In the McGonigalian view, failure has to be “fun” and embarrassment needs to be “happy.” Fiero, an Italian adjective for being proud that was used as an epithet by Petrarch, is “the most primal rush we can experience” and, paragraphs later, “one of the most powerful neurochemical highs we can experience.” And if we can get our loved ones playing a virtual game called Chore Wars (instead of simply being adult and doing our housework), “our friends and family will define fiero moments for us every day.” Hang on a minute. Is it altogether healthy to forge relationships around inherent smugness? Isn’t this a bit Ayn Randian? Or, dare I say it, Riefenstahlian? “Through my optimism,” once said Leni Riefenstahl, “I naturally prefer and capture the beauty of life.”

In McGonigal’s world, one cannot simply go for a run. One needs to have an obnoxious Nike+ mini avatar (Nike’s answer to Clippy?) accompanying the exercise — a cuddly animated little bastard who smiles and trash talks for “vicarious reinforcement.” Except that vicarious reinforcement, popularized by a Canadian shrink named Albert Bandura, involves learning about behavioral consequences by observing other people (that would be those flesh-and-blood, carbon-based life forms called humans: your friends, family, enticing strangers, and so forth, all decidedly not computer-animated and all decidedly not a narcissistic reproduction of you). McGonigal’s elastic application fails to explain why a virtual creature sponsored by a multibillion dollar corporation interested in getting people running (and thus buying more shoes) is better at conveying behavioral consequences than flesh-and-blood friends (who like to run, generally out of an interest that has little to do with money). And I can guarantee McGonigal that a childish avatar isn’t going to make me run anytime soon. I do walk (ideally) five miles a day, three times a week. And it’s because I enjoy being attuned with the very reality that McGonigal claims is broken. The people you stop and talk with, the sights you observe, the friends you walk with. And so forth.

Different people have different approaches. One would think that McGonigal, having a PhD, would understand this basic truism. But then McGonigal, a New Geek type who wishes to cram her unlived perspective down our throats, really doesn’t grasp psychology very well. She quotes Maslow without comprehension and then writes, “Games are showing us exactly what we want out of life: more satisfying work, better hope of success, stronger social connectivity, and the chance to be a part of something bigger than ourselves.” But what McGonigal missed in Motivation was Maslow’s assurance that those who are self-actualized have “an unusual ability to detect the spurious, the fake, and the dishonest in personality, and, in general, to judge people correctly and efficiency” and that this efficiency in relation to reality “extended to many other areas in life.” Presumably, that would include video games. In other words, Maslow urged us not to put the cart before the horse, whereas McGonigal sees the video game as a crass cure-all.

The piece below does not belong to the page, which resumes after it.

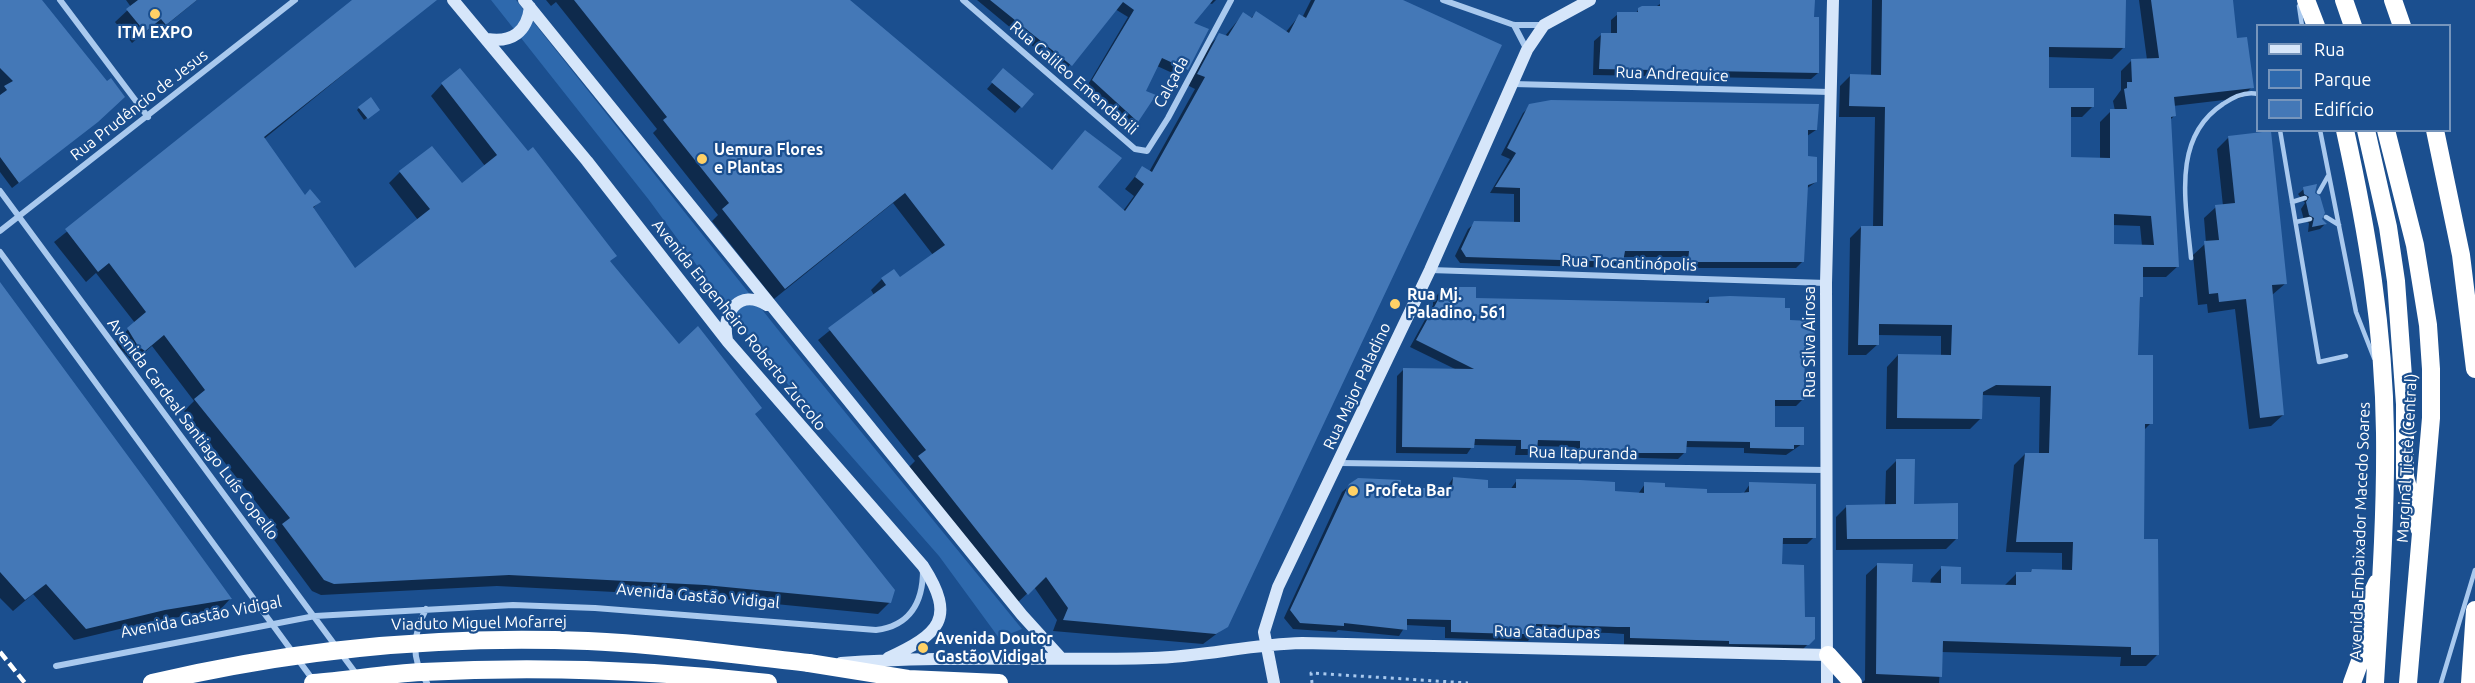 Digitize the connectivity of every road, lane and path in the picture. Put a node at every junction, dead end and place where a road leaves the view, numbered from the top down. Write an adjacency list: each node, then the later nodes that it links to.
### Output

These are only just a few indications that Reality is Broken is nothing less than the product of a consummate quack. Consider the book’s numerous “Fix” insets, offering “helpful” summaries of how we can fix the “broken” reality around us. These seem more designed for a self-help audience than anything even half-approaching scholarship:

FIX #6: EPIC SCALE — Compared with games, reality is trivial. Games make us a part of something bigger and give epic meaning to our actions.

I’m not sure what kind of drug experience McGonigal has had, but swap “games” for “mescaline” and you start to see the problem.

McGonigal uses the word “addictive” as a positive modifier. “What makes Tetris so addictive,” McGonigal writes, “is the intensity of the feedback it provides.” Wait a minute. Isn’t intensity a problem if we’re trying to contend with a mad influx of feedback? Later in the book: “By providing a goal-oriented, feedback-rich, obstacle-intensive environment for dancing, [Top Secret Dance Off, McGonigal’s project] makes dancing more motivating, fun, and addictive.” There’s a variation of “intense” and “feedback” again. Still, no clear answers on the “addictive” question. And isn’t it a bit self-serving and highly disingenuous to write in general marketing terms about your own game project? “Of course, we’ve also developed many external shortcuts to triggering our hardwired happiness systems: addictive drugs and alcohol….But none of these methods are sustainable or effective in the long term.” Wait a minute! If you’re applying “addictive” to something that isn’t sustainable, then is it safe to say that video games might prove just as unsustainable or ineffectual in the long term?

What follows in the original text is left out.